Drug addiction or alcoholism affects millions of people all over the world, and no one wants to suffer in silence any longer than they have to. If you or someone you love is struggling with substance abuse and addiction, it’s time to find the help you need to start your recovery today and live a happy, healthy life that’s free from harmful substances. This guide will tell you everything you need to know about addiction recovery and how to get started, so that you can move forward toward a brighter future sooner than later.
Stages of Rehab
After you decide to enter rehab, one of your first questions is going to be: What kind of program do I need? There are two main stages in most treatment programs for addiction. You can identify which stage you’re in based on how serious and how long-lasting your drug or alcohol problem has been.
Stage One—Emergence—usually lasts about a week and is focused on managing withdrawal symptoms and stabilizing your physical health. The next stage, often called detoxification, lasts roughly 30 days. Detox is designed to help you manage cravings for drugs or alcohol as well as give you time for your body to reset and recover from years of abuse. During detox, most people don’t experience severe symptoms. In fact, they may not even realize they’re experiencing them because they aren’t yet fully aware of what life was like while their bodies were dependent on drugs or alcohol.

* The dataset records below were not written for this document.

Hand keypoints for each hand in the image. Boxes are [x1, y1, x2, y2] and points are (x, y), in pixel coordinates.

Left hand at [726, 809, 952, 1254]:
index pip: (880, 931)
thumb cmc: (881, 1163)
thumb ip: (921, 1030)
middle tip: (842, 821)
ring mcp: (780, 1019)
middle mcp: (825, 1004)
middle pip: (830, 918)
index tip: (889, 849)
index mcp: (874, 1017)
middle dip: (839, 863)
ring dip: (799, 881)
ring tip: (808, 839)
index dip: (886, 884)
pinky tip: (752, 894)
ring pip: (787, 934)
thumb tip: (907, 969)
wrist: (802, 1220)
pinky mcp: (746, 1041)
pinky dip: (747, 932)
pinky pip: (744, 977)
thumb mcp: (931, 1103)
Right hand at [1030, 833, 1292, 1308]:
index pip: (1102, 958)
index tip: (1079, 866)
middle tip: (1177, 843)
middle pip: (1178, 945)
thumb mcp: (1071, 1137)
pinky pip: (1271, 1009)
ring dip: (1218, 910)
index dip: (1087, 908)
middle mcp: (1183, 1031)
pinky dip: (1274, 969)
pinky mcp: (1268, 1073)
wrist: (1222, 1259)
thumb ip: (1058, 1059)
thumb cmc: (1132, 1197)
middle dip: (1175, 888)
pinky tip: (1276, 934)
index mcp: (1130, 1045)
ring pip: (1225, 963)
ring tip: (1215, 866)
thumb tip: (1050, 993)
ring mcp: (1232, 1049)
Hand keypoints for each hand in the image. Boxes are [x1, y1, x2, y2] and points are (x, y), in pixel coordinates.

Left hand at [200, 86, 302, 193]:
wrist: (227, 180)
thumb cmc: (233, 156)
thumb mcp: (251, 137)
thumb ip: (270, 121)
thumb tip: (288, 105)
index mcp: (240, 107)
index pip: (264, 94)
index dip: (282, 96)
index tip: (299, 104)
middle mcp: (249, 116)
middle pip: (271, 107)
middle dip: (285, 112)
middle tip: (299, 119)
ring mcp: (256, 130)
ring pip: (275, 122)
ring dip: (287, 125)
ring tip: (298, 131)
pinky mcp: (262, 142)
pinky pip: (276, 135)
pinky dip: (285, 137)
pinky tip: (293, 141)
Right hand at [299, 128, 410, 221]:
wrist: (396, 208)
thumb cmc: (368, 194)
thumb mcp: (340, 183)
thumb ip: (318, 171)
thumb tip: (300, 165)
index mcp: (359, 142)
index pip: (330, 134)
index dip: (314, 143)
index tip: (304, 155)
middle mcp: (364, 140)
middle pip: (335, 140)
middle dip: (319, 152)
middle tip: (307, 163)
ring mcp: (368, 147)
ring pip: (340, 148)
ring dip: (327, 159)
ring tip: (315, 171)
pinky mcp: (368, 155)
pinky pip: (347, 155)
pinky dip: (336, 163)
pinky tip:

Once you complete detox, you move into Stage Two—Rehabilitation. This phase is where you learn new ways to live without substances that cause problems in your life. It includes therapy sessions and other forms of treatment that will help you stay sober once you leave rehab and return home. In some cases, it also includes additional support groups such as 12-step meetings with Narcotics Anonymous (NA) or Alcoholics Anonymous (AA). These support groups allow addicts to continue working through their recovery process after rehab ends by meeting regularly with others who share similar experiences and struggles with substance use disorder.
What Happens in Treatment
Just as there are many types of substance abuse, there are also different levels of treatment. The most basic form of care will include detoxification and follow-up programs that focus on education, counseling and aftercare. Once a person has completed detoxification and is ready for further treatment, long-term inpatient or outpatient care may be available depending on individual needs. Both forms of treatment can help a person deal with withdrawal symptoms, heal emotional wounds caused by addiction and develop skills for dealing with cravings and triggers.
How Long Does it Take?
Withdrawal is often accompanied by depression, anxiety, and drug cravings that can last for weeks or months. Although detoxification may last three to seven days, some symptoms may linger for up to 12 months—which is why it’s important not to attempt a cold turkey detox without professional support. This doesn’t mean you should delay treatment; in fact, most people with an addiction will benefit from medically supervised detox in order to safely wean off their drugs of choice while managing withdrawal symptoms.